STUDY MATERIAL:

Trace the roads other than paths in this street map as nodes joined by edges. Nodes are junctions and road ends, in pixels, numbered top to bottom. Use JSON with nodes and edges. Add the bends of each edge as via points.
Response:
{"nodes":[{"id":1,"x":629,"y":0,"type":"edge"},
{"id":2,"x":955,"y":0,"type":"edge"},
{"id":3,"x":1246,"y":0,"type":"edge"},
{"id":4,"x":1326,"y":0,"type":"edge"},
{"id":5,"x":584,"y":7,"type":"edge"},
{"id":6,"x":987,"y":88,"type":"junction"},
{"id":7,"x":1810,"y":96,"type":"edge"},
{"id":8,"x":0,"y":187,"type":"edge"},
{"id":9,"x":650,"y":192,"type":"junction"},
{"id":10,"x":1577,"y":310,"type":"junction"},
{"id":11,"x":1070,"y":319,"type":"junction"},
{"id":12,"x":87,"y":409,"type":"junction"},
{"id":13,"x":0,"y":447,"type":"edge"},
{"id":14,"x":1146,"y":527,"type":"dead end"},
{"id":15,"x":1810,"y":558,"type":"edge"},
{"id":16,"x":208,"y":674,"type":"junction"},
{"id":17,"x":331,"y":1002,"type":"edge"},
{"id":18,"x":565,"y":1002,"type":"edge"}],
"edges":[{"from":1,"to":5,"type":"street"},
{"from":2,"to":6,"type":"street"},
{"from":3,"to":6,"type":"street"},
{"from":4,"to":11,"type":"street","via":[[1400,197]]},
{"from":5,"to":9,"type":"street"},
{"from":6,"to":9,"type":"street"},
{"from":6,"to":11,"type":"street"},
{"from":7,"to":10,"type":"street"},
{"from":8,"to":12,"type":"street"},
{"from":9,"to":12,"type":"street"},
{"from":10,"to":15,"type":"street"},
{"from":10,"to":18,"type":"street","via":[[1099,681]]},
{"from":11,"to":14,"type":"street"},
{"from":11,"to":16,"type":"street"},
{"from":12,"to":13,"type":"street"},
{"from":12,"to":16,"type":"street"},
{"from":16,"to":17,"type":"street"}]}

PROBLEM TO WORK ON: From the first line to the last, output the records word for word.

THE COMPLETED TASK:
Trace the roads other than paths in this street map as nodes joined by edges. Nodes are junctions and road ends, in pixels, numbered top to bottom. Use JSON with nodes and edges. Add the bends of each edge as via points.
Response:
{"nodes":[{"id":1,"x":629,"y":0,"type":"edge"},
{"id":2,"x":955,"y":0,"type":"edge"},
{"id":3,"x":1246,"y":0,"type":"edge"},
{"id":4,"x":1326,"y":0,"type":"edge"},
{"id":5,"x":584,"y":7,"type":"edge"},
{"id":6,"x":987,"y":88,"type":"junction"},
{"id":7,"x":1810,"y":96,"type":"edge"},
{"id":8,"x":0,"y":187,"type":"edge"},
{"id":9,"x":650,"y":192,"type":"junction"},
{"id":10,"x":1577,"y":310,"type":"junction"},
{"id":11,"x":1070,"y":319,"type":"junction"},
{"id":12,"x":87,"y":409,"type":"junction"},
{"id":13,"x":0,"y":447,"type":"edge"},
{"id":14,"x":1146,"y":527,"type":"dead end"},
{"id":15,"x":1810,"y":558,"type":"edge"},
{"id":16,"x":208,"y":674,"type":"junction"},
{"id":17,"x":331,"y":1002,"type":"edge"},
{"id":18,"x":565,"y":1002,"type":"edge"}],
"edges":[{"from":1,"to":5,"type":"street"},
{"from":2,"to":6,"type":"street"},
{"from":3,"to":6,"type":"street"},
{"from":4,"to":11,"type":"street","via":[[1400,197]]},
{"from":5,"to":9,"type":"street"},
{"from":6,"to":9,"type":"street"},
{"from":6,"to":11,"type":"street"},
{"from":7,"to":10,"type":"street"},
{"from":8,"to":12,"type":"street"},
{"from":9,"to":12,"type":"street"},
{"from":10,"to":15,"type":"street"},
{"from":10,"to":18,"type":"street","via":[[1099,681]]},
{"from":11,"to":14,"type":"street"},
{"from":11,"to":16,"type":"street"},
{"from":12,"to":13,"type":"street"},
{"from":12,"to":16,"type":"street"},
{"from":16,"to":17,"type":"street"}]}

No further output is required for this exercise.